Predigt MCC Köln, 20. Januar 2019
Daniel Großer

Römer 12,9-16 („Das Leben der Gemeinde“)

Willkommen, schön dass ihr eingeschaltet habt, denn es ist Sonntag um 12 und deshalb heißt es jetzt wieder: Deutschland sucht den Super-Apostel!

Es geht um alles oder nichts! Unsere sympathischen Kandidatinnen und Kandidaten haben es bis in diese Runde geschafft, und was haben sie nicht alles gemeistert! Lieder singen wie die Wesen mit den Engels-Schwingen! Beten wie die Propheten! Kerzen angezündet bis der Heilige Geist sich verkündet!

Wer wird heute unter Beweis stellen, dass er das Zeug hat, ein echter Apostel zu sein? Schnallen Sie sich an und halten Sie sich fest, denn die nächste Apostel-Challenge beginnt jetzt!

Wer weiß am besten, wie eine Gemeinde funktionieren soll? Klar, die Apostel, schließlich machen sie den ganzen Tag nichts anderes, als Gemeinden zu gründen. Du willst ein richtiger Apostel sein? Dann ist heute deine Chance, es unter Beweis zu stellen! Kannst du deiner Gemeinde zeigen, wo der Hammer hängt? Weißt du, wie der Hase läuft? Bist du eine echte Regelmacherin?

Wir werden es gleich erfahren, aber zuerst haben wir noch einen Gastauftritt vom Mr. Apostel der ersten Stunde, begrüßt mit mir den fabelhaften, den steiniger-als-urgesteinigen, den holy-moly Paulus! Applaus Applaus Applaus!!!

[Auftritt Paulus – der Showmaster quasselt ihn voll, Paulus kommt nicht zu Wort und nickt nur oder zuckt mit den Schultern]

Paulus, altes Zirkuspferd, wie geht es dir?!

Paulus, wir verdanken dir 2000 Jahre Kirchengeschichte, was für eine Karriere. Hättest du dir echt vorstellen können, dass deine Karriere so lange andauert?
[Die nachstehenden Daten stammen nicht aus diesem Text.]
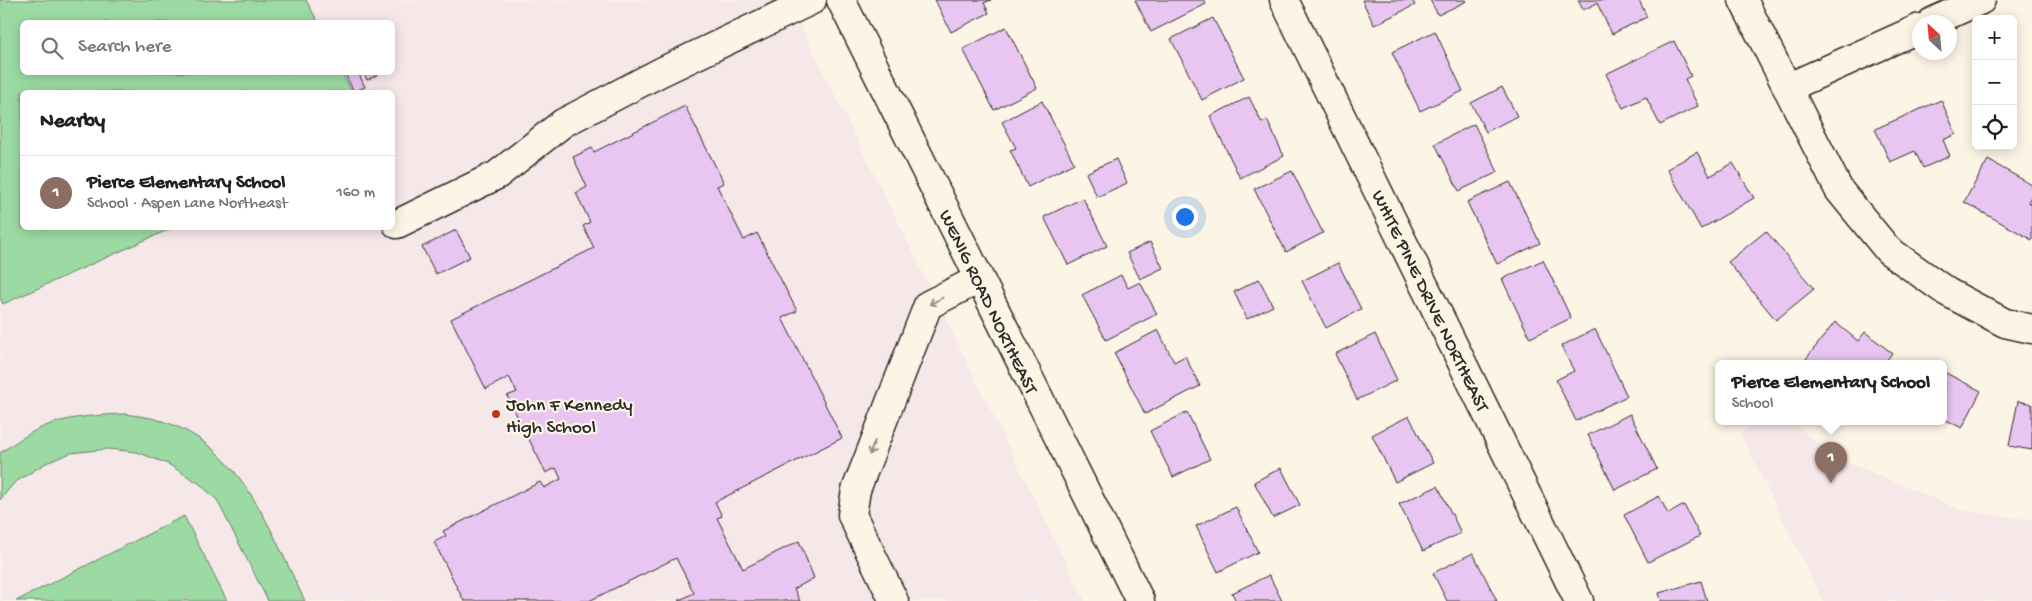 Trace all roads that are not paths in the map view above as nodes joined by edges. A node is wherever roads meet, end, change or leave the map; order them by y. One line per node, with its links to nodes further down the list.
1 (812, 0): 9 (street)
2 (841, 0): 10 (street, WENIG ROAD NORTHEAST)
3 (1284, 0): 14 (street, WHITE PINE DRIVE NORTHEAST)
4 (1743, 0): 8 (street)
5 (1981, 0): 6 (street)
6 (1948, 15)
7 (1912, 32): 8 (street)
8 (1787, 88): 11 (street)
9 (398, 224)
10 (979, 279): 12 (street, one-way to 12); 13 (street, WENIG ROAD NORTHEAST)
11 (2032, 329)
12 (894, 601)
13 (1140, 601)
14 (1580, 601) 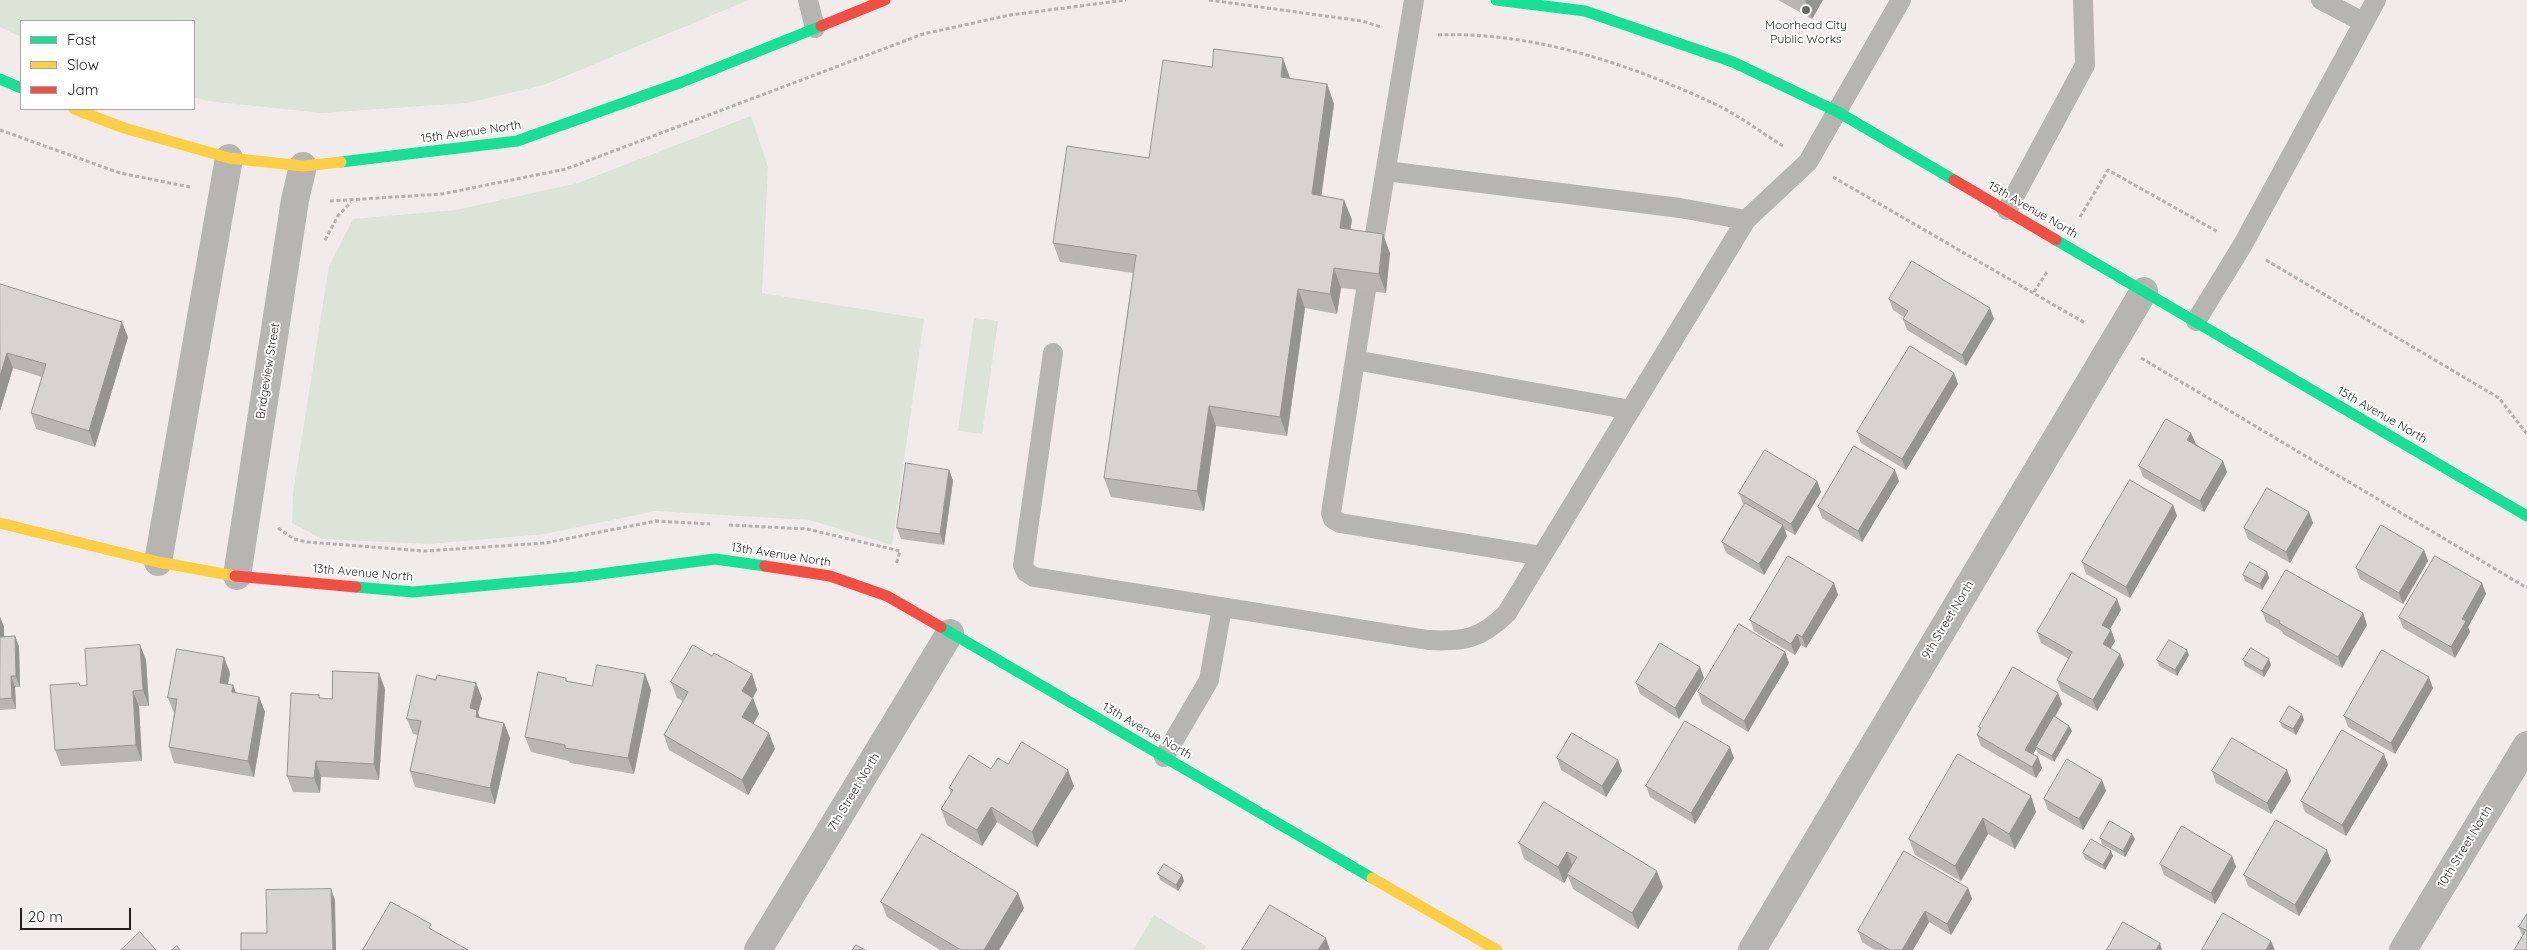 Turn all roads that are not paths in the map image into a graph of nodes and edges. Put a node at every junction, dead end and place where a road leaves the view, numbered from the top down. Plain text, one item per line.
1 (808, 0) edge
2 (885, 0) edge
3 (1414, 0) edge
4 (1496, 0) edge
5 (1901, 0) edge
6 (2083, 0) edge
7 (2321, 0) edge
8 (2376, 0) edge
9 (2362, 22) junction
10 (815, 28) junction
11 (0, 79) edge
12 (20, 88) edge
13 (77, 110) edge
14 (1838, 112) junction
15 (229, 158) junction
16 (303, 166) junction
17 (1386, 171) junction
18 (2006, 210) junction
19 (1746, 220) junction
20 (1372, 252) edge
21 (1366, 290) edge
22 (2144, 291) junction
23 (2196, 321) junction
24 (1053, 354) dead end
25 (1356, 360) junction
26 (1631, 410) junction
27 (2527, 516) edge
28 (0, 523) edge
29 (1542, 556) junction
30 (158, 562) junction
31 (237, 576) junction
32 (1222, 608) junction
33 (950, 634) junction
34 (2527, 745) edge
35 (1164, 757) junction
36 (1482, 946) edge
37 (758, 950) edge
38 (1752, 950) edge
39 (2403, 950) edge

1 - 10 lane
2 - 10 main road, 15th Avenue North
3 - 17 lane
4 - 14 main road, 15th Avenue North
5 - 14 lane
6 - 18 lane
7 - 9 lane
8 - 9 lane
9 - 23 lane
10 - 16 main road, 15th Avenue North
11 - 12 main road
13 - 15 main road, 15th Avenue North
14 - 18 main road, 15th Avenue North
14 - 19 lane
15 - 16 main road, 15th Avenue North
15 - 30 street
16 - 31 street, Bridgeview Street
17 - 19 lane
17 - 20 lane
18 - 22 main road, 15th Avenue North
19 - 26 lane
21 - 25 lane
22 - 23 main road, 15th Avenue North
22 - 38 street, 9th Street North
23 - 27 main road, 15th Avenue North
24 - 32 lane
25 - 26 lane
25 - 29 lane
26 - 29 lane
28 - 30 main road, 13th Avenue North
29 - 32 lane
30 - 31 main road, 13th Avenue North
31 - 33 main road, 13th Avenue North
32 - 35 lane
33 - 35 main road, 13th Avenue North
33 - 37 street, 7th Street North
34 - 39 street, 10th Street North
35 - 36 main road, 13th Avenue North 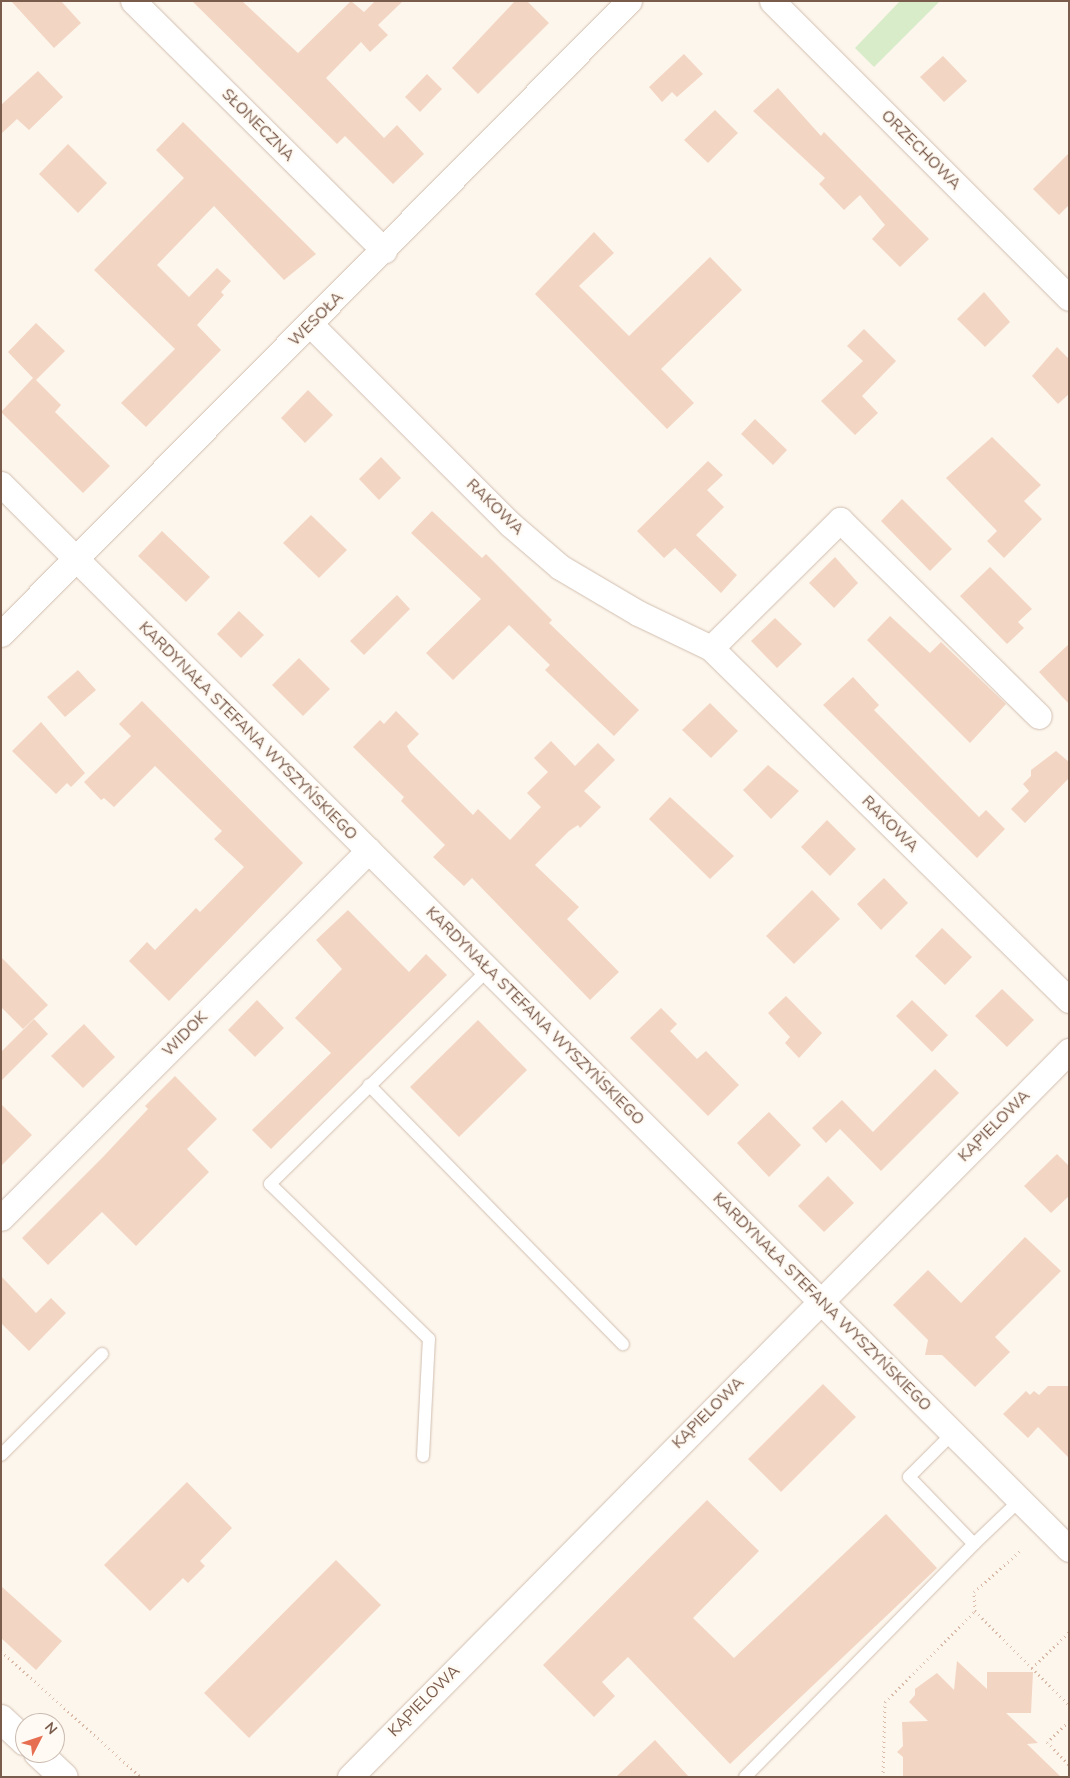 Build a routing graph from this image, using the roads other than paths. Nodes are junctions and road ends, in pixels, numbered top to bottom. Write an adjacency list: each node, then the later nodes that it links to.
1 (133, 1): 4 (street, SŁONECZNA)
2 (629, 1): 4 (street, WESOŁA)
3 (772, 1): 5 (street, ORZECHOWA)
4 (384, 250): 6 (street, WESOŁA)
5 (1069, 298)
6 (311, 325): 8 (street, WESOŁA); 10 (street, RAKOWA)
7 (1, 484): 8 (street, KARDYNAŁA STEFANA WYSZYŃSKIEGO)
8 (76, 558): 9 (street, WESOŁA); 12 (street, KARDYNAŁA STEFANA WYSZYŃSKIEGO)
9 (1, 634)
10 (711, 648): 11 (street); 14 (street, RAKOWA)
11 (1039, 716)
12 (369, 850): 13 (street, KARDYNAŁA STEFANA WYSZYŃSKIEGO); 17 (street, WIDOK)
13 (488, 970): 16 (lane); 18 (street, KARDYNAŁA STEFANA WYSZYŃSKIEGO)
14 (1069, 1000)
15 (1069, 1051): 18 (street, KĄPIELOWA)
16 (369, 1085): 19 (lane); 23 (lane)
17 (1, 1218)
18 (820, 1301): 21 (street, KARDYNAŁA STEFANA WYSZYŃSKIEGO); 31 (street, KĄPIELOWA)
19 (622, 1344)
20 (102, 1354): 22 (lane)
21 (953, 1434): 24 (street, KARDYNAŁA STEFANA WYSZYŃSKIEGO); 25 (lane)
22 (1, 1455)
23 (423, 1456)
24 (1020, 1500): 25 (lane); 26 (street, KARDYNAŁA STEFANA WYSZYŃSKIEGO)
25 (974, 1544): 32 (lane)
26 (1069, 1549)
27 (1, 1719): 28 (street)
28 (15, 1732)
29 (49, 1763): 30 (street)
30 (64, 1777)
31 (350, 1777)
32 (745, 1777)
Aber ist ja auch kein Wunder, du bist schließlich der krasseste Apostel, und deswegen haben wir dich heute ja eingeladen, nicht wahr? Schön, dass du gekommen bist!

Schau dir unsere Nachwuchs-Apostel an, einer von ihnen ist auf dem besten Wege, der nächste SUPER-Apostel zu werden! Was denkst du, vielleicht wird eine von ihnen mal so erfolgreich sein, wie du?

Aber vor der Kür kommt die Pflicht, lieber Paulus, deswegen ist es jetzt erstmal Zeit für den Test, Lernen vom Best of the Best! Bühne frei für Paulus, wir hören deine größten Hits!

[Lesung von Paulus. Nach jeder Aussage eine Pause oder ein sich versichernder Blick zum Showmaster]

Applaus Applaus Applaus! Vielen Dank, lieber Paulus, was für eine Nummer, was für Regeln, was für ein Auftritt! [Showmaster schiebt Paulus von der Bühne]

So, liebe Möchtegern-Apostel, jetzt ist es Zeit, dass Ihr der ganzen Nation zeigt, was in euch steckt! Wer Apostel sein will, muss wissen, was in einer Gemeinde am wichtigsten ist! Wie hat sich eine Gemeinde untereinander zu verhalten, woran erkennt man eine richtig gute Kirche, über welches Verhalten freut sich ein Apostel am allermeisten?

Geht eine paar Minuten in euch und bereitet eure wichtigste Regel vor! Welchen Rat gebt ihr als Apostel der Gemeinde?

Wir finden uns wieder hier ein nach einer kurzen Werbepause!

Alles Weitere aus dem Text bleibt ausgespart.